**The task**: Filter this material down to the lines that contain the string "data", and return those lines.
*** Excerpted records ***
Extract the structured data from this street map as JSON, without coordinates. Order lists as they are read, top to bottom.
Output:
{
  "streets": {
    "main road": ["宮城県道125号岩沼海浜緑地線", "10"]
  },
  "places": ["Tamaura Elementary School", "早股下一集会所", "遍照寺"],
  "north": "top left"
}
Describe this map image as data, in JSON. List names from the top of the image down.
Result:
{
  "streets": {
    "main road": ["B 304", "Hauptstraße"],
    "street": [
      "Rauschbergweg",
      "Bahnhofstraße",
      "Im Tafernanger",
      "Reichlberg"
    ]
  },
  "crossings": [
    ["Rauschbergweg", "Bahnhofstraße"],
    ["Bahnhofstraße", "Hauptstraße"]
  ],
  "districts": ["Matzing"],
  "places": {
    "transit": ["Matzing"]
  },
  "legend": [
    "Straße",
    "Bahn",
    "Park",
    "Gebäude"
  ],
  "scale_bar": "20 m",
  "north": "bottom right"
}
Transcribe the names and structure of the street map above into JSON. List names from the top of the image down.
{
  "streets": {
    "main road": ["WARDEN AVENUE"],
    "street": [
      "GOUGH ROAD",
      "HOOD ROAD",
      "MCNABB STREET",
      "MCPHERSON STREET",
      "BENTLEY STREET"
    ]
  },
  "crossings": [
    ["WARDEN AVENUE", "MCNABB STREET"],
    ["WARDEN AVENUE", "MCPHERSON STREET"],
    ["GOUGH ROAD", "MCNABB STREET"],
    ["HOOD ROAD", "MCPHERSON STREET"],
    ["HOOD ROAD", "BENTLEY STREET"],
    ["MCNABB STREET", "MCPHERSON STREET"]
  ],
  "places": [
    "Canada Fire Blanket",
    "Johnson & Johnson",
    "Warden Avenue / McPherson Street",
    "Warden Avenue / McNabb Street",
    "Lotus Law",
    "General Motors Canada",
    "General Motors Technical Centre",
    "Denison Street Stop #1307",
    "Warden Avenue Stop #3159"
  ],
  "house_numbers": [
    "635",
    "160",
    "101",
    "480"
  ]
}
*** End of Excerpted records ***
**The answer**:
Extract the structured data from this street map as JSON, without coordinates. Order lists as they are read, top to bottom.
Describe this map image as data, in JSON. List names from the top of the image down.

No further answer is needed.